[Collected data]
>>>

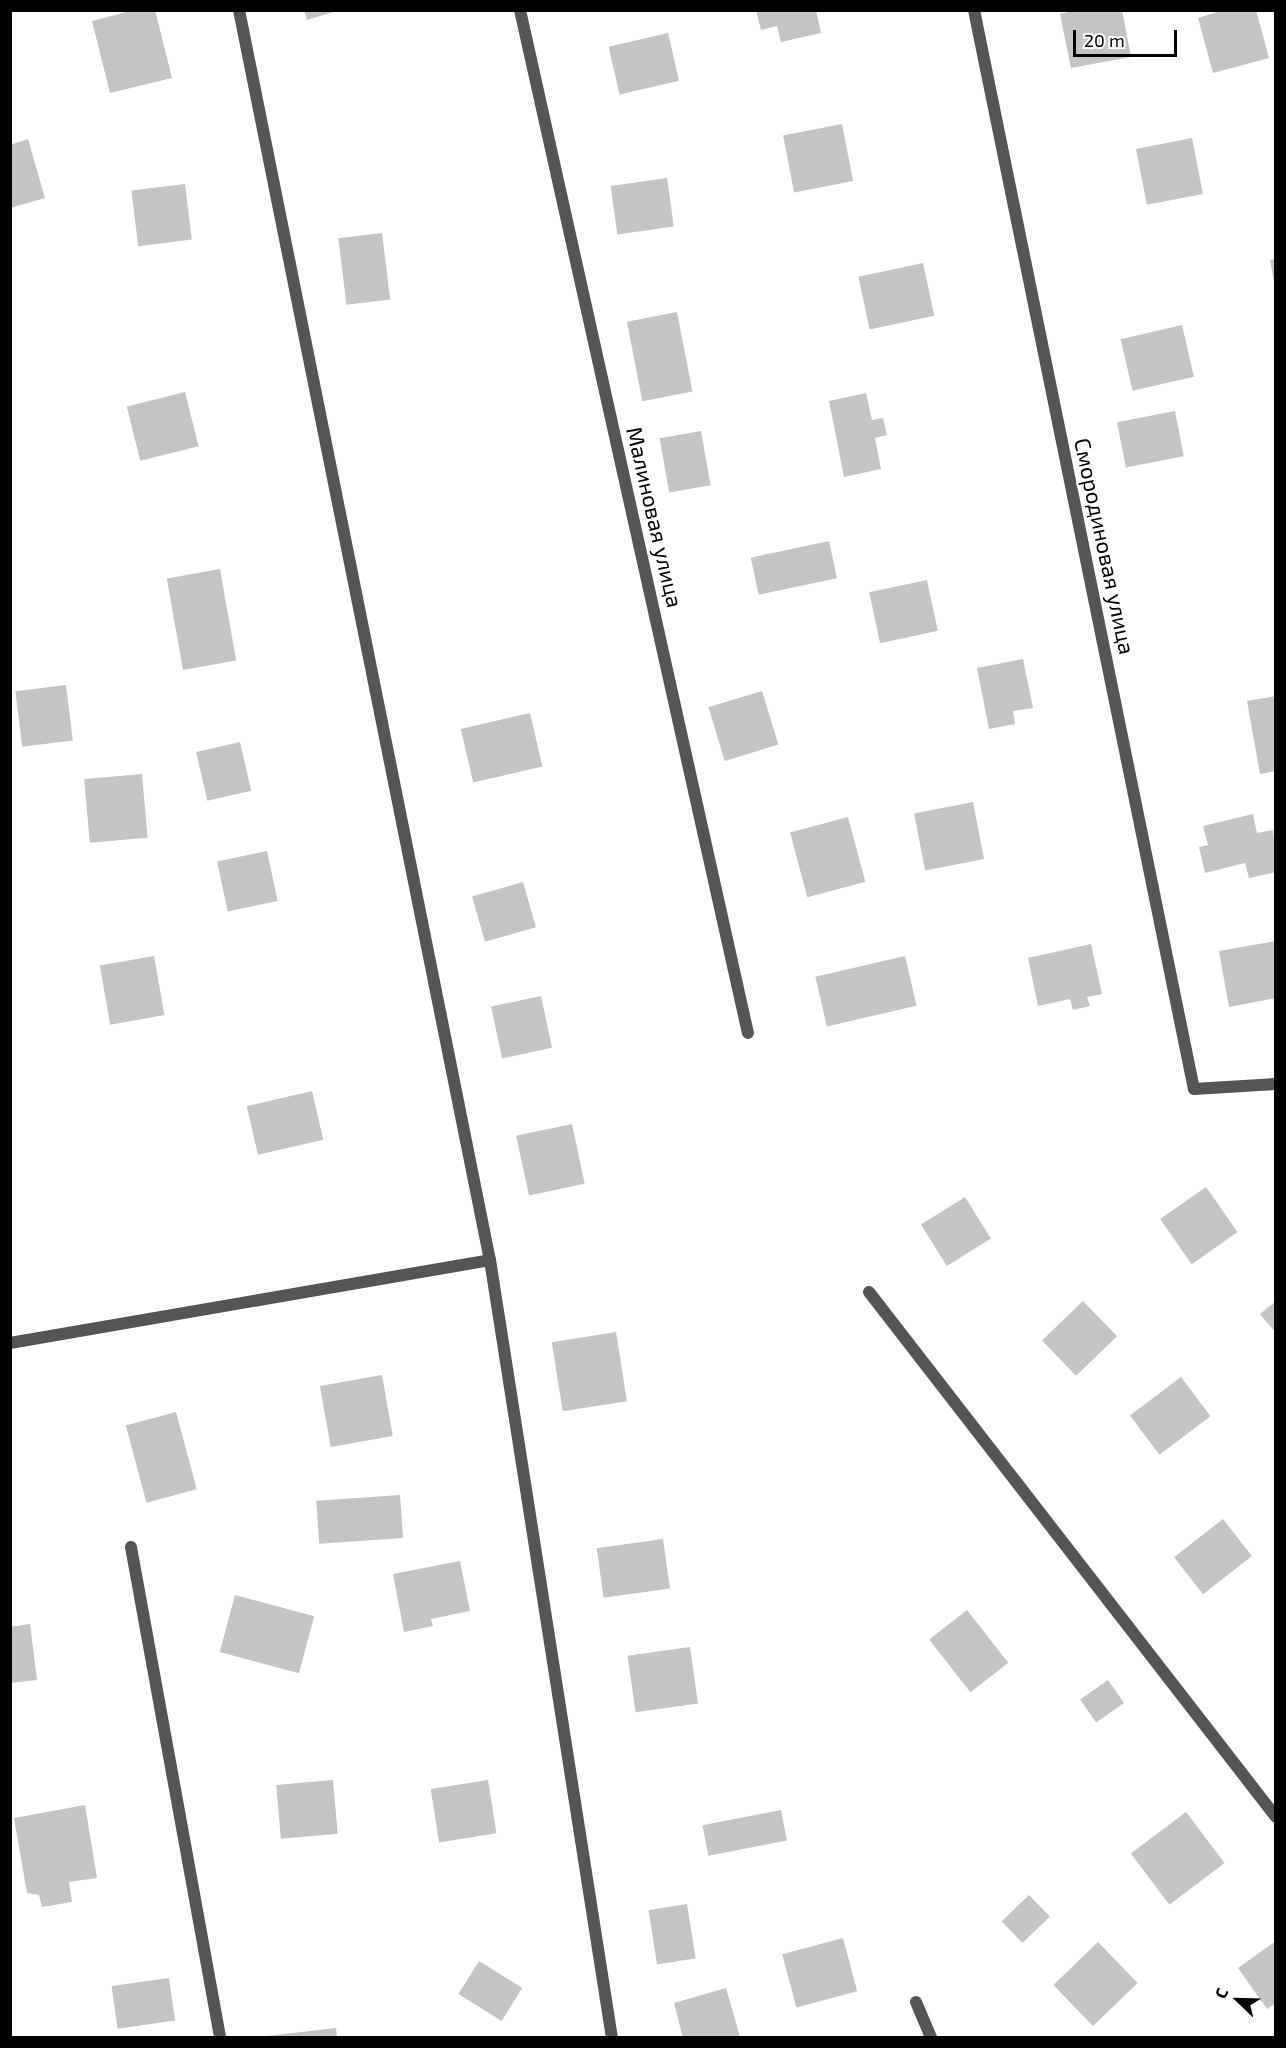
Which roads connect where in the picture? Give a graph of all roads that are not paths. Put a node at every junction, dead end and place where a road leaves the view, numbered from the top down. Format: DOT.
graph roads {
  1 [pos="239,10"];
  2 [pos="520,10"];
  3 [pos="974,10"];
  4 [pos="748,1033"];
  5 [pos="1275,1084"];
  6 [pos="490,1260"];
  7 [pos="869,1292"];
  8 [pos="10,1343"];
  9 [pos="131,1547"];
  10 [pos="1275,1817"];
  11 [pos="916,2002"];
  12 [pos="220,2037"];
  13 [pos="612,2037"];
  14 [pos="931,2037"];
  1 -- 6 [label="street"];
  2 -- 4 [label="street, Малиновая улица"];
  3 -- 5 [label="street, Смородиновая улица"];
  6 -- 8 [label="street"];
  6 -- 13 [label="street"];
  7 -- 10 [label="street"];
  9 -- 12 [label="street"];
  11 -- 14 [label="street"];
}
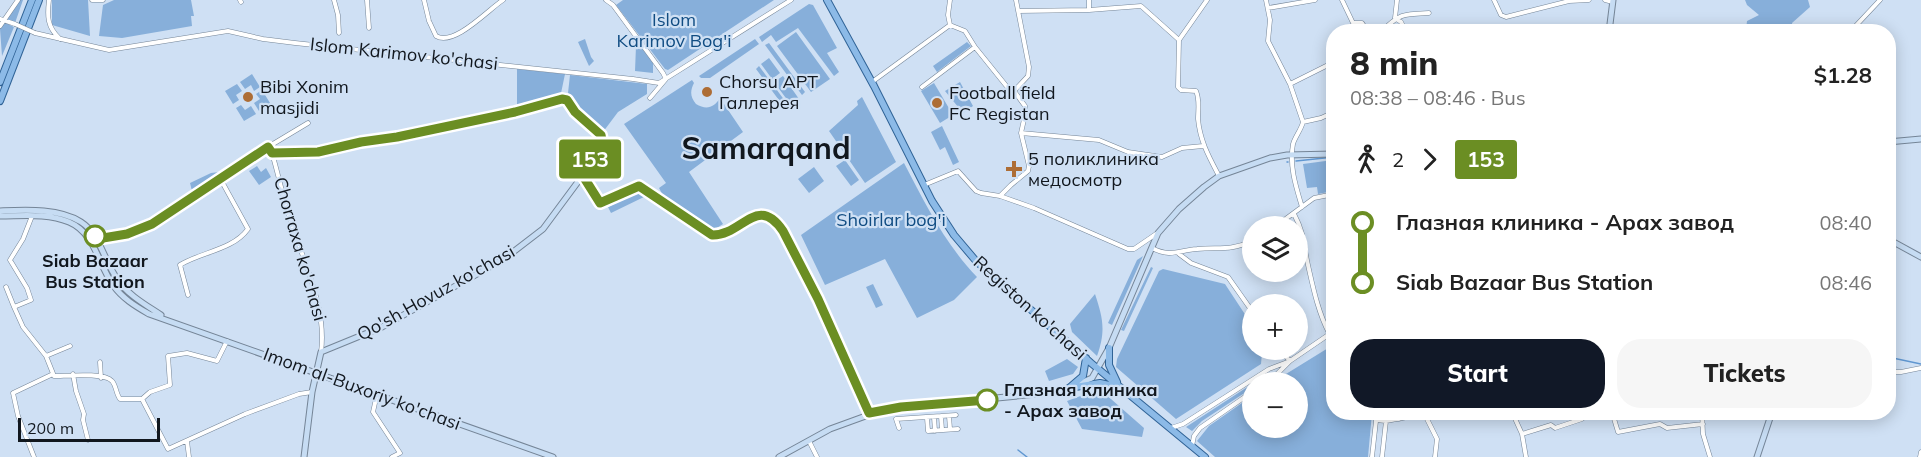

<<<

__Work instructions__: The records above, copied word for word without the pictures, are what should be output.

__Exercise response__:
Which roads connect where in the picture? Give a graph of all roads that are not paths. Put a node at every junction, dead end and place where a road leaves the view, numbered from the top down. Format: DOT.
graph roads {
  1 [pos="239,10"];
  2 [pos="520,10"];
  3 [pos="974,10"];
  4 [pos="748,1033"];
  5 [pos="1275,1084"];
  6 [pos="490,1260"];
  7 [pos="869,1292"];
  8 [pos="10,1343"];
  9 [pos="131,1547"];
  10 [pos="1275,1817"];
  11 [pos="916,2002"];
  12 [pos="220,2037"];
  13 [pos="612,2037"];
  14 [pos="931,2037"];
  1 -- 6 [label="street"];
  2 -- 4 [label="street, Малиновая улица"];
  3 -- 5 [label="street, Смородиновая улица"];
  6 -- 8 [label="street"];
  6 -- 13 [label="street"];
  7 -- 10 [label="street"];
  9 -- 12 [label="street"];
  11 -- 14 [label="street"];
}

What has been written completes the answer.